> _WORK TO BE COMPLETED_: Please transcribe all of the records precisely.

> _Saved data entries_:

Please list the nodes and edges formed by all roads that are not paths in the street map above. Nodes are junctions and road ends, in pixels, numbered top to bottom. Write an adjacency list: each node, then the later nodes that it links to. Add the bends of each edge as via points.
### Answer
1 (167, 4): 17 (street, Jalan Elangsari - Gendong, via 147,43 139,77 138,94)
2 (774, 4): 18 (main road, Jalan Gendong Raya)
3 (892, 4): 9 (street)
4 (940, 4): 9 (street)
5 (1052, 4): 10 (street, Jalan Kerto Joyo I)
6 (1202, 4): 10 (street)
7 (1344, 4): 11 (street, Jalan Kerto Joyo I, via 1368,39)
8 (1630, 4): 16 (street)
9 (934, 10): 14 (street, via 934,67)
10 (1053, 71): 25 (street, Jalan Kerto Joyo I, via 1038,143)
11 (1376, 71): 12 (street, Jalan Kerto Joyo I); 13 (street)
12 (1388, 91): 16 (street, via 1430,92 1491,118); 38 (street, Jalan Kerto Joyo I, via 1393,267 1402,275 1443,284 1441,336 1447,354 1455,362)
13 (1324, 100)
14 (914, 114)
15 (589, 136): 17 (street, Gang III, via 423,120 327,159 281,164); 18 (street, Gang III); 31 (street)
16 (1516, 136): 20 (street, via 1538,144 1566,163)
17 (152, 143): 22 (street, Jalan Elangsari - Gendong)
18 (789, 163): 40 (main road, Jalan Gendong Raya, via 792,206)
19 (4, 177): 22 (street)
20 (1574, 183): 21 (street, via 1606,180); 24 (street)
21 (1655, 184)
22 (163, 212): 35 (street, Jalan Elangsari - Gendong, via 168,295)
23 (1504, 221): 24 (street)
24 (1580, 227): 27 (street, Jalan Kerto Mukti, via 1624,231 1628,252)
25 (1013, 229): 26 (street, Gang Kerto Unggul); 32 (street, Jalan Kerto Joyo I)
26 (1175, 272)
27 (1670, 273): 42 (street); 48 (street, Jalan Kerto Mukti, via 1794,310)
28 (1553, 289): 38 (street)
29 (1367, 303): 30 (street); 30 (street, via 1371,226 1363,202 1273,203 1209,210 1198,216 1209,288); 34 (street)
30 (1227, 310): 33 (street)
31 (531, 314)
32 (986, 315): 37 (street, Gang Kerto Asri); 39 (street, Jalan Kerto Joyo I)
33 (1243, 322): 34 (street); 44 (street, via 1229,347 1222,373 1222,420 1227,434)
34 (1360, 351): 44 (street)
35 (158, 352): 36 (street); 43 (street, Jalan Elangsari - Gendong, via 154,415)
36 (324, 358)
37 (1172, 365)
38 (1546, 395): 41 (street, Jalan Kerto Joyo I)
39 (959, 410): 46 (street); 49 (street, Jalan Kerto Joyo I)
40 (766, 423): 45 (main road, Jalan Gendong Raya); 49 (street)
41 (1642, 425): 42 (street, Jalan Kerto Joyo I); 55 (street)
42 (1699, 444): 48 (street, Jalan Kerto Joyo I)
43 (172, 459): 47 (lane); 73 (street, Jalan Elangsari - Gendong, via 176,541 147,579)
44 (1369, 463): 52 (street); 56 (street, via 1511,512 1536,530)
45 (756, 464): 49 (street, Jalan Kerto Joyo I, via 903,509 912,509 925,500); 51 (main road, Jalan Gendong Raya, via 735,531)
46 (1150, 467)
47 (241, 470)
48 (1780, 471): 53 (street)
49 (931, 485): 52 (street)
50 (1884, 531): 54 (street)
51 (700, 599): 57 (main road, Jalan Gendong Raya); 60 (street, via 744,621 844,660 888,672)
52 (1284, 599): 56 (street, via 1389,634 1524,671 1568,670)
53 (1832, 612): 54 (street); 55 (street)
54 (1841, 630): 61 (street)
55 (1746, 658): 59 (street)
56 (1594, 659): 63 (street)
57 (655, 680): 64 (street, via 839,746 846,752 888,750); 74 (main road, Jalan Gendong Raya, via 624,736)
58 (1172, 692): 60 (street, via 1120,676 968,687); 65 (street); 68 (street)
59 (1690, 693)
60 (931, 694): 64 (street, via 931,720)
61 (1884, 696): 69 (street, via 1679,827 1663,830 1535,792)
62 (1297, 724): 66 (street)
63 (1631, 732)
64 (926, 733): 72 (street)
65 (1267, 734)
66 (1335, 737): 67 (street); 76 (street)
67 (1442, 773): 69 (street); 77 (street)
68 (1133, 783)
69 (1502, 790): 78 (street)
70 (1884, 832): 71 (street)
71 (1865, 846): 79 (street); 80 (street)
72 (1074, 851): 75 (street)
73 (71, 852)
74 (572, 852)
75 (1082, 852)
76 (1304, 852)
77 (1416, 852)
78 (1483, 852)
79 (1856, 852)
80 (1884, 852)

> _EXERCISE RESULT_:
Please list the nodes and edges formed by all roads that are not paths in the street map above. Nodes are junctions and road ends, in pixels, numbered top to bottom. Write an adjacency list: each node, then the later nodes that it links to. Add the bends of each edge as via points.
### Answer
1 (167, 4): 17 (street, Jalan Elangsari - Gendong, via 147,43 139,77 138,94)
2 (774, 4): 18 (main road, Jalan Gendong Raya)
3 (892, 4): 9 (street)
4 (940, 4): 9 (street)
5 (1052, 4): 10 (street, Jalan Kerto Joyo I)
6 (1202, 4): 10 (street)
7 (1344, 4): 11 (street, Jalan Kerto Joyo I, via 1368,39)
8 (1630, 4): 16 (street)
9 (934, 10): 14 (street, via 934,67)
10 (1053, 71): 25 (street, Jalan Kerto Joyo I, via 1038,143)
11 (1376, 71): 12 (street, Jalan Kerto Joyo I); 13 (street)
12 (1388, 91): 16 (street, via 1430,92 1491,118); 38 (street, Jalan Kerto Joyo I, via 1393,267 1402,275 1443,284 1441,336 1447,354 1455,362)
13 (1324, 100)
14 (914, 114)
15 (589, 136): 17 (street, Gang III, via 423,120 327,159 281,164); 18 (street, Gang III); 31 (street)
16 (1516, 136): 20 (street, via 1538,144 1566,163)
17 (152, 143): 22 (street, Jalan Elangsari - Gendong)
18 (789, 163): 40 (main road, Jalan Gendong Raya, via 792,206)
19 (4, 177): 22 (street)
20 (1574, 183): 21 (street, via 1606,180); 24 (street)
21 (1655, 184)
22 (163, 212): 35 (street, Jalan Elangsari - Gendong, via 168,295)
23 (1504, 221): 24 (street)
24 (1580, 227): 27 (street, Jalan Kerto Mukti, via 1624,231 1628,252)
25 (1013, 229): 26 (street, Gang Kerto Unggul); 32 (street, Jalan Kerto Joyo I)
26 (1175, 272)
27 (1670, 273): 42 (street); 48 (street, Jalan Kerto Mukti, via 1794,310)
28 (1553, 289): 38 (street)
29 (1367, 303): 30 (street); 30 (street, via 1371,226 1363,202 1273,203 1209,210 1198,216 1209,288); 34 (street)
30 (1227, 310): 33 (street)
31 (531, 314)
32 (986, 315): 37 (street, Gang Kerto Asri); 39 (street, Jalan Kerto Joyo I)
33 (1243, 322): 34 (street); 44 (street, via 1229,347 1222,373 1222,420 1227,434)
34 (1360, 351): 44 (street)
35 (158, 352): 36 (street); 43 (street, Jalan Elangsari - Gendong, via 154,415)
36 (324, 358)
37 (1172, 365)
38 (1546, 395): 41 (street, Jalan Kerto Joyo I)
39 (959, 410): 46 (street); 49 (street, Jalan Kerto Joyo I)
40 (766, 423): 45 (main road, Jalan Gendong Raya); 49 (street)
41 (1642, 425): 42 (street, Jalan Kerto Joyo I); 55 (street)
42 (1699, 444): 48 (street, Jalan Kerto Joyo I)
43 (172, 459): 47 (lane); 73 (street, Jalan Elangsari - Gendong, via 176,541 147,579)
44 (1369, 463): 52 (street); 56 (street, via 1511,512 1536,530)
45 (756, 464): 49 (street, Jalan Kerto Joyo I, via 903,509 912,509 925,500); 51 (main road, Jalan Gendong Raya, via 735,531)
46 (1150, 467)
47 (241, 470)
48 (1780, 471): 53 (street)
49 (931, 485): 52 (street)
50 (1884, 531): 54 (street)
51 (700, 599): 57 (main road, Jalan Gendong Raya); 60 (street, via 744,621 844,660 888,672)
52 (1284, 599): 56 (street, via 1389,634 1524,671 1568,670)
53 (1832, 612): 54 (street); 55 (street)
54 (1841, 630): 61 (street)
55 (1746, 658): 59 (street)
56 (1594, 659): 63 (street)
57 (655, 680): 64 (street, via 839,746 846,752 888,750); 74 (main road, Jalan Gendong Raya, via 624,736)
58 (1172, 692): 60 (street, via 1120,676 968,687); 65 (street); 68 (street)
59 (1690, 693)
60 (931, 694): 64 (street, via 931,720)
61 (1884, 696): 69 (street, via 1679,827 1663,830 1535,792)
62 (1297, 724): 66 (street)
63 (1631, 732)
64 (926, 733): 72 (street)
65 (1267, 734)
66 (1335, 737): 67 (street); 76 (street)
67 (1442, 773): 69 (street); 77 (street)
68 (1133, 783)
69 (1502, 790): 78 (street)
70 (1884, 832): 71 (street)
71 (1865, 846): 79 (street); 80 (street)
72 (1074, 851): 75 (street)
73 (71, 852)
74 (572, 852)
75 (1082, 852)
76 (1304, 852)
77 (1416, 852)
78 (1483, 852)
79 (1856, 852)
80 (1884, 852)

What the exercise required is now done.